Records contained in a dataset
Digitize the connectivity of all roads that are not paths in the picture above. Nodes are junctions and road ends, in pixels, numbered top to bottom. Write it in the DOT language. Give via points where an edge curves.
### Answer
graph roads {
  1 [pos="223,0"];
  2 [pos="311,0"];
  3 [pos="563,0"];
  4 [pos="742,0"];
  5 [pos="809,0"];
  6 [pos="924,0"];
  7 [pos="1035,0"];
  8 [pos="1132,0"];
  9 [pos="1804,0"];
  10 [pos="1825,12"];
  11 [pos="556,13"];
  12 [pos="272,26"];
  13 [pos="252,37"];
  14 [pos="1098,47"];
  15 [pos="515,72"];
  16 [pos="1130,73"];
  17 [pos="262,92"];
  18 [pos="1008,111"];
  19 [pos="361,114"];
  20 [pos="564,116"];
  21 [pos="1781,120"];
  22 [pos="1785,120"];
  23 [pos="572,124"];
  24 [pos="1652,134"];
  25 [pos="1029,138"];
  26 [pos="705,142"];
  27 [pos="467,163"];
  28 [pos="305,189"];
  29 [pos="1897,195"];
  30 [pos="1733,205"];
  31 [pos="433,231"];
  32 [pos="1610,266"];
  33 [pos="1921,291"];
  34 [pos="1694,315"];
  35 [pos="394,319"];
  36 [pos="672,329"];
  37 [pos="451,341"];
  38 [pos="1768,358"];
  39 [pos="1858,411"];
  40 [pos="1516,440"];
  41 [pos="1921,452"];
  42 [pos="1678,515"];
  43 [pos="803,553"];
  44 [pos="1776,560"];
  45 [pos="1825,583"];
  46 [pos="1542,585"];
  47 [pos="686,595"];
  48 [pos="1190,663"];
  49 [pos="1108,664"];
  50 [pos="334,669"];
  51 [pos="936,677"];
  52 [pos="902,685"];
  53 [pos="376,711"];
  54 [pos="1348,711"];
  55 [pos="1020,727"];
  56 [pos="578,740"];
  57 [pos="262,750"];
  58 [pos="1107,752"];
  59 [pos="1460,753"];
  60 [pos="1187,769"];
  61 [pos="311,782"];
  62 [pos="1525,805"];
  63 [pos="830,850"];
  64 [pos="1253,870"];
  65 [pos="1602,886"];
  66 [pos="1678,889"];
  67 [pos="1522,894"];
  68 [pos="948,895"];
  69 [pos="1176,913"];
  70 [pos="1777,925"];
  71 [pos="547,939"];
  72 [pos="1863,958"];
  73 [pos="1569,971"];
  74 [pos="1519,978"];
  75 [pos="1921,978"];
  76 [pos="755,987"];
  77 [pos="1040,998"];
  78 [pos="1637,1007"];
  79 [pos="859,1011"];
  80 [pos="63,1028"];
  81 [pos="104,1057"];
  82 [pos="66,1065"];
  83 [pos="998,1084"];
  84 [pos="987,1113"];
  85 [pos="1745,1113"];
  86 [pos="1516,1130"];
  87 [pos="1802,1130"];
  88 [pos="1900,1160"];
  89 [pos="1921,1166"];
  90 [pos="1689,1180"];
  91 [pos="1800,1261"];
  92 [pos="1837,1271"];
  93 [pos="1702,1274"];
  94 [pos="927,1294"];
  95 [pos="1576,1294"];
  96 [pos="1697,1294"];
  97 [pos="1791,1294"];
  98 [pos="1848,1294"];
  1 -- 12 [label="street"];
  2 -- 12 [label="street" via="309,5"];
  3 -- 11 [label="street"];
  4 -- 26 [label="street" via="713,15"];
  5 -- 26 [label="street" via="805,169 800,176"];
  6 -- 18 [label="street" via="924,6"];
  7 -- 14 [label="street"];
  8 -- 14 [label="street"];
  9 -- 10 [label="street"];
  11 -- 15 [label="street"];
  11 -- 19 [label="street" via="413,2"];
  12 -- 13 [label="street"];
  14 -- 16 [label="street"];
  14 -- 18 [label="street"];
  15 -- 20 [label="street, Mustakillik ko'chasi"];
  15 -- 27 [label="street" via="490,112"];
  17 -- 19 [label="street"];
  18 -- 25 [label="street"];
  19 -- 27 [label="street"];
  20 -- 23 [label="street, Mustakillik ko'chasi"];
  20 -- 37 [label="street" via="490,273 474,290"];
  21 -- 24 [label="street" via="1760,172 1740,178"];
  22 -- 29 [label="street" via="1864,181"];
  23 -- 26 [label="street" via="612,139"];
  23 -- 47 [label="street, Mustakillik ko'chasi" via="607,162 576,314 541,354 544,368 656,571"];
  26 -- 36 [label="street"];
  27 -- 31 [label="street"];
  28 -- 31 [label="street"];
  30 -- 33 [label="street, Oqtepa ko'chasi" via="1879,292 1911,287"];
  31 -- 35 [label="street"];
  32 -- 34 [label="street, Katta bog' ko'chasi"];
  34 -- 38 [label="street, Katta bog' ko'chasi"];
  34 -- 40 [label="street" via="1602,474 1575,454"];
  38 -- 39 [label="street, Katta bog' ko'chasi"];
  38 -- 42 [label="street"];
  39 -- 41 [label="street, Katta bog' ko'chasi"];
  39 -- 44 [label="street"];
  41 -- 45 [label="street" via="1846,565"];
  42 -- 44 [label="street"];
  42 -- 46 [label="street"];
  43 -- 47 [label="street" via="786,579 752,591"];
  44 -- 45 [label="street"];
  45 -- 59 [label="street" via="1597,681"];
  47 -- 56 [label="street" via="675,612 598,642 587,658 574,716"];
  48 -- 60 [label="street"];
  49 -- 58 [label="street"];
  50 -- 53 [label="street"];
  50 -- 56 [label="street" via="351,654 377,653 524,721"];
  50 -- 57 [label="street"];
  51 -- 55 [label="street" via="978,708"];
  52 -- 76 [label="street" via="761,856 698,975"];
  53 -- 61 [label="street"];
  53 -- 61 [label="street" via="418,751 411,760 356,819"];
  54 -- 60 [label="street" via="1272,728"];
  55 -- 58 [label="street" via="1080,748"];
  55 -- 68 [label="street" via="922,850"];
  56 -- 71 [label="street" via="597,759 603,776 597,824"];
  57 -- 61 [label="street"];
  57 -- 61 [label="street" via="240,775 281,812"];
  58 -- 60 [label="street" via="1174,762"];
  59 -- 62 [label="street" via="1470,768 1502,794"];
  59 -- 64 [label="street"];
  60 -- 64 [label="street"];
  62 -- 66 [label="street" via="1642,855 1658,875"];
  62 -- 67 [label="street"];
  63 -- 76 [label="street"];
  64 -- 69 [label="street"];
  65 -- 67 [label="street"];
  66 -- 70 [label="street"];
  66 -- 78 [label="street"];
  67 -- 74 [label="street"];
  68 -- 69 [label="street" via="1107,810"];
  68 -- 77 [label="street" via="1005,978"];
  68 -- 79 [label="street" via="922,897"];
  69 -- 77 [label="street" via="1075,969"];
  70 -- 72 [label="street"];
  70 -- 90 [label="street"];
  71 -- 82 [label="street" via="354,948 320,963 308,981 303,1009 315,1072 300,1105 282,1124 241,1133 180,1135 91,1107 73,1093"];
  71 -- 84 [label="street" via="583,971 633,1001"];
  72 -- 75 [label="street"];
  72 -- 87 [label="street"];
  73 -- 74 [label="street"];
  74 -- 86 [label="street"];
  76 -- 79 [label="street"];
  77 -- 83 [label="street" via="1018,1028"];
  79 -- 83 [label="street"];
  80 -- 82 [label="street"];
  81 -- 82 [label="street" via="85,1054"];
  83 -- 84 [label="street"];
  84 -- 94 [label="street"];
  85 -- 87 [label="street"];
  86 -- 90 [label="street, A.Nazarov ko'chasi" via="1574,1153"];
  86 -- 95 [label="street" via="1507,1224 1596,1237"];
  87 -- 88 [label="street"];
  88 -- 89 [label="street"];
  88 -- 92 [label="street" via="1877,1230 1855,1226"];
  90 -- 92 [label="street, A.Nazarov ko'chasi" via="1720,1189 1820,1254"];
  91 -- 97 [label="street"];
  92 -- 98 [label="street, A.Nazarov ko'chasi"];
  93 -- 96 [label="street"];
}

TASK PROMPT
For each line in the data above that contains the string "roads", extract the line.

ANSWER SPACE
Digitize the connectivity of all roads that are not paths in the picture above. Nodes are junctions and road ends, in pixels, numbered top to bottom. Write it in the DOT language. Give via points where an edge curves.
graph roads {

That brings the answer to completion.